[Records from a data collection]
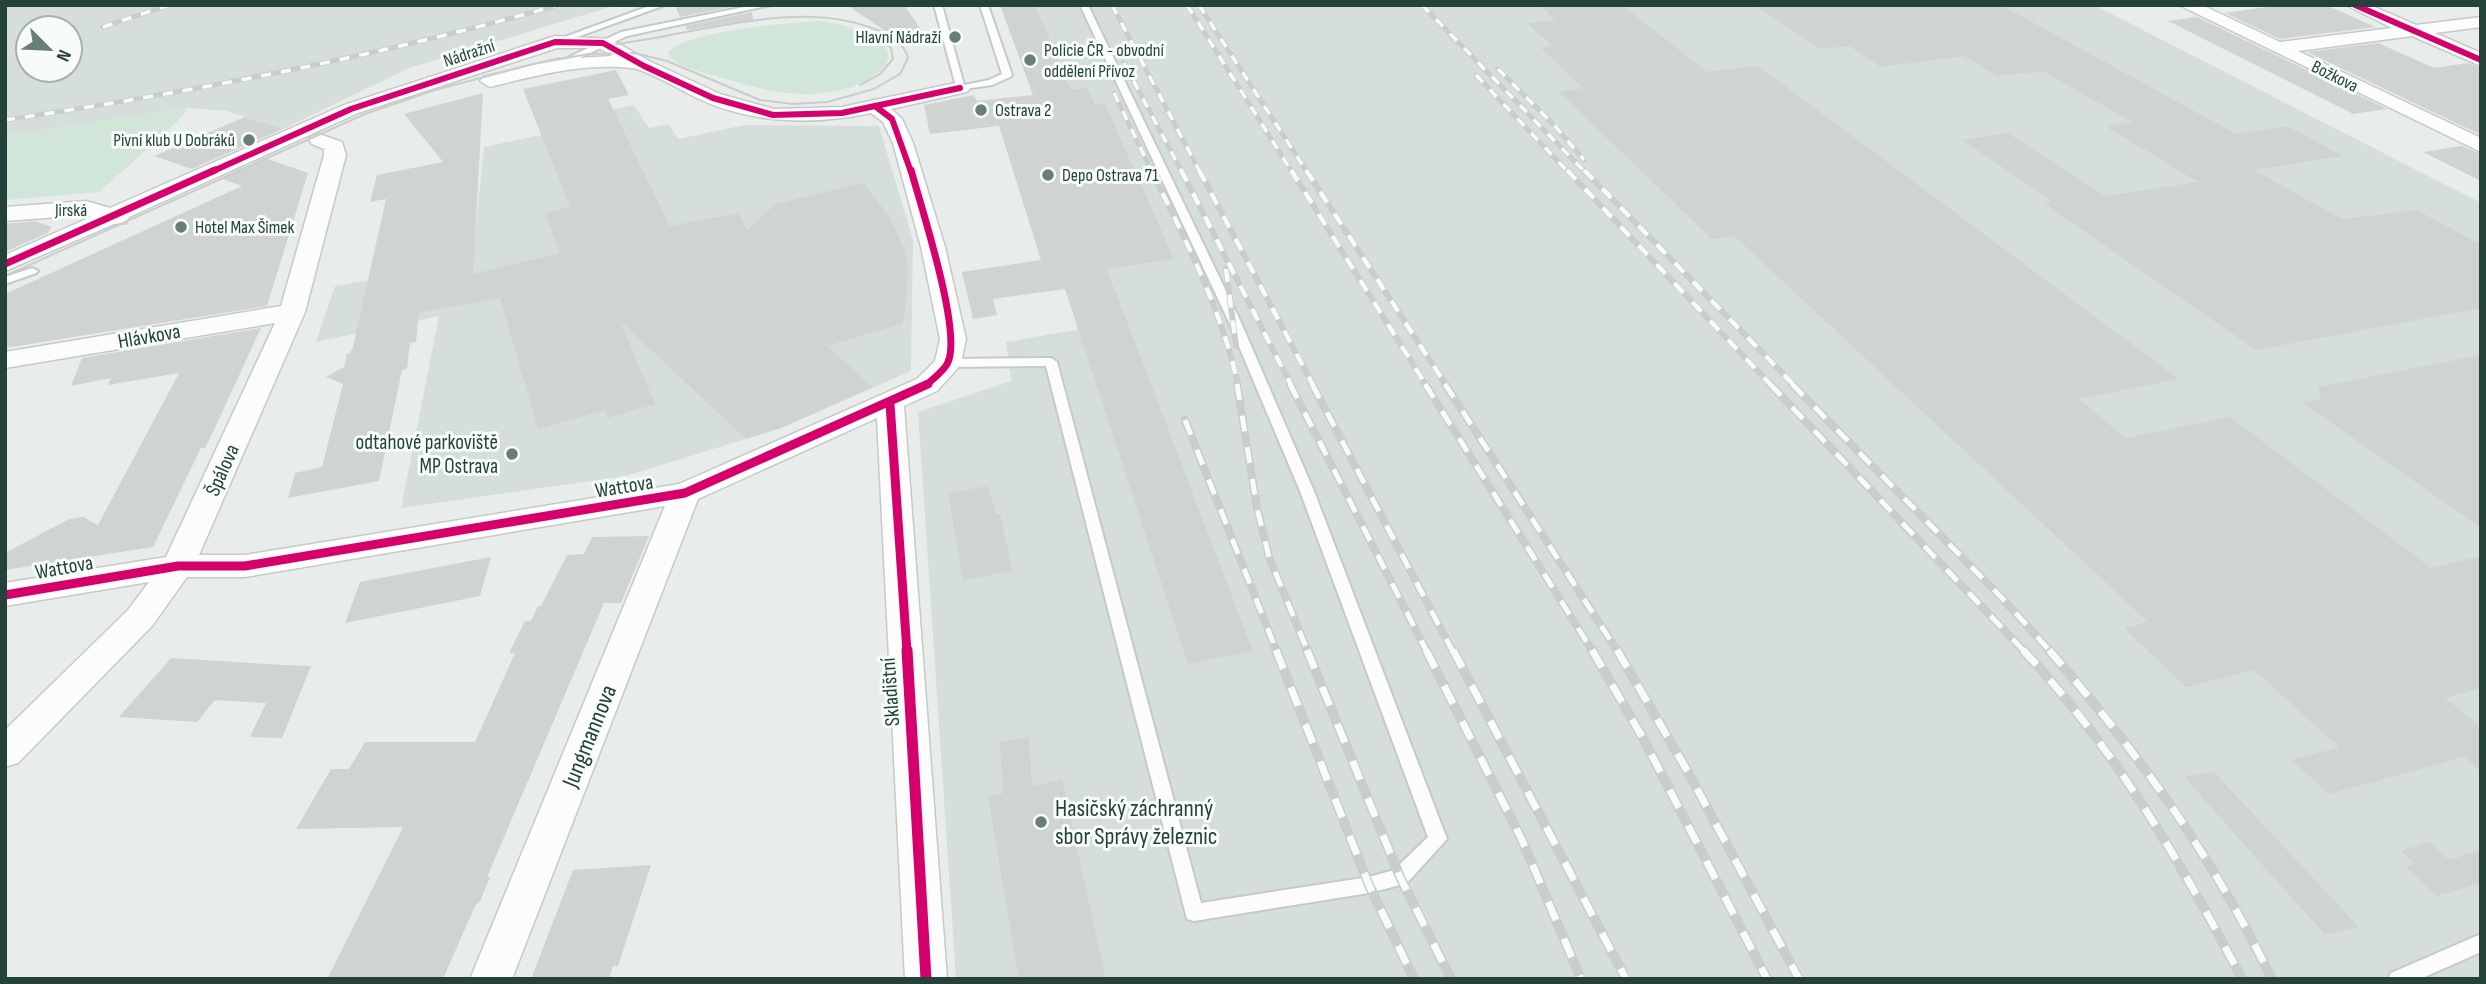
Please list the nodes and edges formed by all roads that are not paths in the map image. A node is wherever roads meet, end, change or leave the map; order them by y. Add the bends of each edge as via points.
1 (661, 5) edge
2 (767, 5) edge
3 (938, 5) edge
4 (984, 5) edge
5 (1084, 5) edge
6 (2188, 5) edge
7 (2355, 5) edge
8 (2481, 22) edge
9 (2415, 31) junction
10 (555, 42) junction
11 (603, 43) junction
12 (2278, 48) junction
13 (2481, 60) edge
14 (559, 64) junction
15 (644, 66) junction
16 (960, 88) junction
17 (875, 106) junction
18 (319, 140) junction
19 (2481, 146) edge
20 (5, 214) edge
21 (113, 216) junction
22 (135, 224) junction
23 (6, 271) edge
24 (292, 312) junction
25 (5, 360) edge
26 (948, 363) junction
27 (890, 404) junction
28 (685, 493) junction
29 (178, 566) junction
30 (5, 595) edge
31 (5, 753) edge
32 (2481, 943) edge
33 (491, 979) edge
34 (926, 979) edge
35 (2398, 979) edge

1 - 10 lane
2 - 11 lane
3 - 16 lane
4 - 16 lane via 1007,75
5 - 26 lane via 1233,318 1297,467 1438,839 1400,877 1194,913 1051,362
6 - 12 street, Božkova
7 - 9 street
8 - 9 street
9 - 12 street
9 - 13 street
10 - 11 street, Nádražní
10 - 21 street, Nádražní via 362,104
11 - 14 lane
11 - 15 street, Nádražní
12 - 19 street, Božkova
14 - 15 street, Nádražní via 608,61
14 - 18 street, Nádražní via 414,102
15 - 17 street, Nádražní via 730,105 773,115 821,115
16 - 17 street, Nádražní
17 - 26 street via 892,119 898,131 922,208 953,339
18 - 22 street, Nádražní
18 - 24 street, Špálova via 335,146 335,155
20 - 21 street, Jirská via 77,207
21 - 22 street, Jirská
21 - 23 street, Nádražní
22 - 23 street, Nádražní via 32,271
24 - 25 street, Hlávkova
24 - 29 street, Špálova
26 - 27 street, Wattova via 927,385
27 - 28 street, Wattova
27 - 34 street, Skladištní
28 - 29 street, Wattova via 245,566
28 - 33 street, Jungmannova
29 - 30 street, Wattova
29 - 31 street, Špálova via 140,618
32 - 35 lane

**EXERCISE PROMPT**
Return all the data exactly, pictures omitted.

**EXERCISE RESULT**
Please list the nodes and edges formed by all roads that are not paths in the map image. A node is wherever roads meet, end, change or leave the map; order them by y. Add the bends of each edge as via points.
1 (661, 5) edge
2 (767, 5) edge
3 (938, 5) edge
4 (984, 5) edge
5 (1084, 5) edge
6 (2188, 5) edge
7 (2355, 5) edge
8 (2481, 22) edge
9 (2415, 31) junction
10 (555, 42) junction
11 (603, 43) junction
12 (2278, 48) junction
13 (2481, 60) edge
14 (559, 64) junction
15 (644, 66) junction
16 (960, 88) junction
17 (875, 106) junction
18 (319, 140) junction
19 (2481, 146) edge
20 (5, 214) edge
21 (113, 216) junction
22 (135, 224) junction
23 (6, 271) edge
24 (292, 312) junction
25 (5, 360) edge
26 (948, 363) junction
27 (890, 404) junction
28 (685, 493) junction
29 (178, 566) junction
30 (5, 595) edge
31 (5, 753) edge
32 (2481, 943) edge
33 (491, 979) edge
34 (926, 979) edge
35 (2398, 979) edge

1 - 10 lane
2 - 11 lane
3 - 16 lane
4 - 16 lane via 1007,75
5 - 26 lane via 1233,318 1297,467 1438,839 1400,877 1194,913 1051,362
6 - 12 street, Božkova
7 - 9 street
8 - 9 street
9 - 12 street
9 - 13 street
10 - 11 street, Nádražní
10 - 21 street, Nádražní via 362,104
11 - 14 lane
11 - 15 street, Nádražní
12 - 19 street, Božkova
14 - 15 street, Nádražní via 608,61
14 - 18 street, Nádražní via 414,102
15 - 17 street, Nádražní via 730,105 773,115 821,115
16 - 17 street, Nádražní
17 - 26 street via 892,119 898,131 922,208 953,339
18 - 22 street, Nádražní
18 - 24 street, Špálova via 335,146 335,155
20 - 21 street, Jirská via 77,207
21 - 22 street, Jirská
21 - 23 street, Nádražní
22 - 23 street, Nádražní via 32,271
24 - 25 street, Hlávkova
24 - 29 street, Špálova
26 - 27 street, Wattova via 927,385
27 - 28 street, Wattova
27 - 34 street, Skladištní
28 - 29 street, Wattova via 245,566
28 - 33 street, Jungmannova
29 - 30 street, Wattova
29 - 31 street, Špálova via 140,618
32 - 35 lane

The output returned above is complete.